# Task objective
Each entry that follows should be retyped in full and exactly.

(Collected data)

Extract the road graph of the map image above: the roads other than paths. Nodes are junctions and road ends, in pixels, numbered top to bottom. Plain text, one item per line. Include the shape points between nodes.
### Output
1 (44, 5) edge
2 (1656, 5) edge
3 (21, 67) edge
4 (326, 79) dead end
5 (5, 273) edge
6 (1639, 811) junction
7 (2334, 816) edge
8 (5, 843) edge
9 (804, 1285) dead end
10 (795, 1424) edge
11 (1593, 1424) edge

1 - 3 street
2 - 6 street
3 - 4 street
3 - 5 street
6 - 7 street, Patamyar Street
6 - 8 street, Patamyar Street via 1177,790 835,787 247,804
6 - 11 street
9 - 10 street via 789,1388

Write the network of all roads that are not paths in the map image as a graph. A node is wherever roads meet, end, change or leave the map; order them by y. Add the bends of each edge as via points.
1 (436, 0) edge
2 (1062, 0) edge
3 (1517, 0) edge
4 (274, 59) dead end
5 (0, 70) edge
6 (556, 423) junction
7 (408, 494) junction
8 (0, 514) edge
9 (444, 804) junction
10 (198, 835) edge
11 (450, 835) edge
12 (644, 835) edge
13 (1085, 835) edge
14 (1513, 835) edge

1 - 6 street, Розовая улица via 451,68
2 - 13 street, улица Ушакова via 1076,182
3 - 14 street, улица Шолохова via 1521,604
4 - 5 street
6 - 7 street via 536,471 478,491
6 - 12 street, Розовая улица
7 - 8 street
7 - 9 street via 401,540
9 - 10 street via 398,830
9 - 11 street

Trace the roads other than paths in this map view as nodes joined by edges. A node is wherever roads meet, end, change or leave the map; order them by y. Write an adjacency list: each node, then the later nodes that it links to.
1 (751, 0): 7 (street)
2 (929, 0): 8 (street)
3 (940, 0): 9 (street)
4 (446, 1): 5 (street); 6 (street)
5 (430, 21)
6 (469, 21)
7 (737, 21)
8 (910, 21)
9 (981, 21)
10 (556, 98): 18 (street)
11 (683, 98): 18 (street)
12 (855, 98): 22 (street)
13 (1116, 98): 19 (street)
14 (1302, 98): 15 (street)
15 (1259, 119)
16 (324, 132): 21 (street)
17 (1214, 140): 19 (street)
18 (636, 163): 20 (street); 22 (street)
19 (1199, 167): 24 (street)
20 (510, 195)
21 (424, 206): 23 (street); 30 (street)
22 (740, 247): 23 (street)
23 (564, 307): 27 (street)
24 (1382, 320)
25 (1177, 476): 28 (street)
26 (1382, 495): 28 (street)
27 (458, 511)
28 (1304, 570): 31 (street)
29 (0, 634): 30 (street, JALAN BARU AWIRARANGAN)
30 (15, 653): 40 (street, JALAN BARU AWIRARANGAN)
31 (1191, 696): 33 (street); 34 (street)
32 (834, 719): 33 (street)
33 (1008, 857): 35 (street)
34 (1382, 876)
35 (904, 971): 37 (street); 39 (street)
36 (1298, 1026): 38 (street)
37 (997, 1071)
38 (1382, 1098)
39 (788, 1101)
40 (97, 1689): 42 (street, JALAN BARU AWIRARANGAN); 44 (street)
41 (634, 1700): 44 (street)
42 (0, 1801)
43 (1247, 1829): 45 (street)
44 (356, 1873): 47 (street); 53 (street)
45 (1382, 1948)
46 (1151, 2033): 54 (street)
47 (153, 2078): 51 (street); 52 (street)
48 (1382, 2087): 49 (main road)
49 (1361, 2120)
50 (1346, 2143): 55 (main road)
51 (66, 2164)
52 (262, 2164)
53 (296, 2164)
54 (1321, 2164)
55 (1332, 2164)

# Answer to this problem
Extract the road graph of the map image above: the roads other than paths. Nodes are junctions and road ends, in pixels, numbered top to bottom. Plain text, one item per line. Include the shape points between nodes.
### Output
1 (44, 5) edge
2 (1656, 5) edge
3 (21, 67) edge
4 (326, 79) dead end
5 (5, 273) edge
6 (1639, 811) junction
7 (2334, 816) edge
8 (5, 843) edge
9 (804, 1285) dead end
10 (795, 1424) edge
11 (1593, 1424) edge

1 - 3 street
2 - 6 street
3 - 4 street
3 - 5 street
6 - 7 street, Patamyar Street
6 - 8 street, Patamyar Street via 1177,790 835,787 247,804
6 - 11 street
9 - 10 street via 789,1388

Write the network of all roads that are not paths in the map image as a graph. A node is wherever roads meet, end, change or leave the map; order them by y. Add the bends of each edge as via points.
1 (436, 0) edge
2 (1062, 0) edge
3 (1517, 0) edge
4 (274, 59) dead end
5 (0, 70) edge
6 (556, 423) junction
7 (408, 494) junction
8 (0, 514) edge
9 (444, 804) junction
10 (198, 835) edge
11 (450, 835) edge
12 (644, 835) edge
13 (1085, 835) edge
14 (1513, 835) edge

1 - 6 street, Розовая улица via 451,68
2 - 13 street, улица Ушакова via 1076,182
3 - 14 street, улица Шолохова via 1521,604
4 - 5 street
6 - 7 street via 536,471 478,491
6 - 12 street, Розовая улица
7 - 8 street
7 - 9 street via 401,540
9 - 10 street via 398,830
9 - 11 street

Trace the roads other than paths in this map view as nodes joined by edges. A node is wherever roads meet, end, change or leave the map; order them by y. Write an adjacency list: each node, then the later nodes that it links to.
1 (751, 0): 7 (street)
2 (929, 0): 8 (street)
3 (940, 0): 9 (street)
4 (446, 1): 5 (street); 6 (street)
5 (430, 21)
6 (469, 21)
7 (737, 21)
8 (910, 21)
9 (981, 21)
10 (556, 98): 18 (street)
11 (683, 98): 18 (street)
12 (855, 98): 22 (street)
13 (1116, 98): 19 (street)
14 (1302, 98): 15 (street)
15 (1259, 119)
16 (324, 132): 21 (street)
17 (1214, 140): 19 (street)
18 (636, 163): 20 (street); 22 (street)
19 (1199, 167): 24 (street)
20 (510, 195)
21 (424, 206): 23 (street); 30 (street)
22 (740, 247): 23 (street)
23 (564, 307): 27 (street)
24 (1382, 320)
25 (1177, 476): 28 (street)
26 (1382, 495): 28 (street)
27 (458, 511)
28 (1304, 570): 31 (street)
29 (0, 634): 30 (street, JALAN BARU AWIRARANGAN)
30 (15, 653): 40 (street, JALAN BARU AWIRARANGAN)
31 (1191, 696): 33 (street); 34 (street)
32 (834, 719): 33 (street)
33 (1008, 857): 35 (street)
34 (1382, 876)
35 (904, 971): 37 (street); 39 (street)
36 (1298, 1026): 38 (street)
37 (997, 1071)
38 (1382, 1098)
39 (788, 1101)
40 (97, 1689): 42 (street, JALAN BARU AWIRARANGAN); 44 (street)
41 (634, 1700): 44 (street)
42 (0, 1801)
43 (1247, 1829): 45 (street)
44 (356, 1873): 47 (street); 53 (street)
45 (1382, 1948)
46 (1151, 2033): 54 (street)
47 (153, 2078): 51 (street); 52 (street)
48 (1382, 2087): 49 (main road)
49 (1361, 2120)
50 (1346, 2143): 55 (main road)
51 (66, 2164)
52 (262, 2164)
53 (296, 2164)
54 (1321, 2164)
55 (1332, 2164)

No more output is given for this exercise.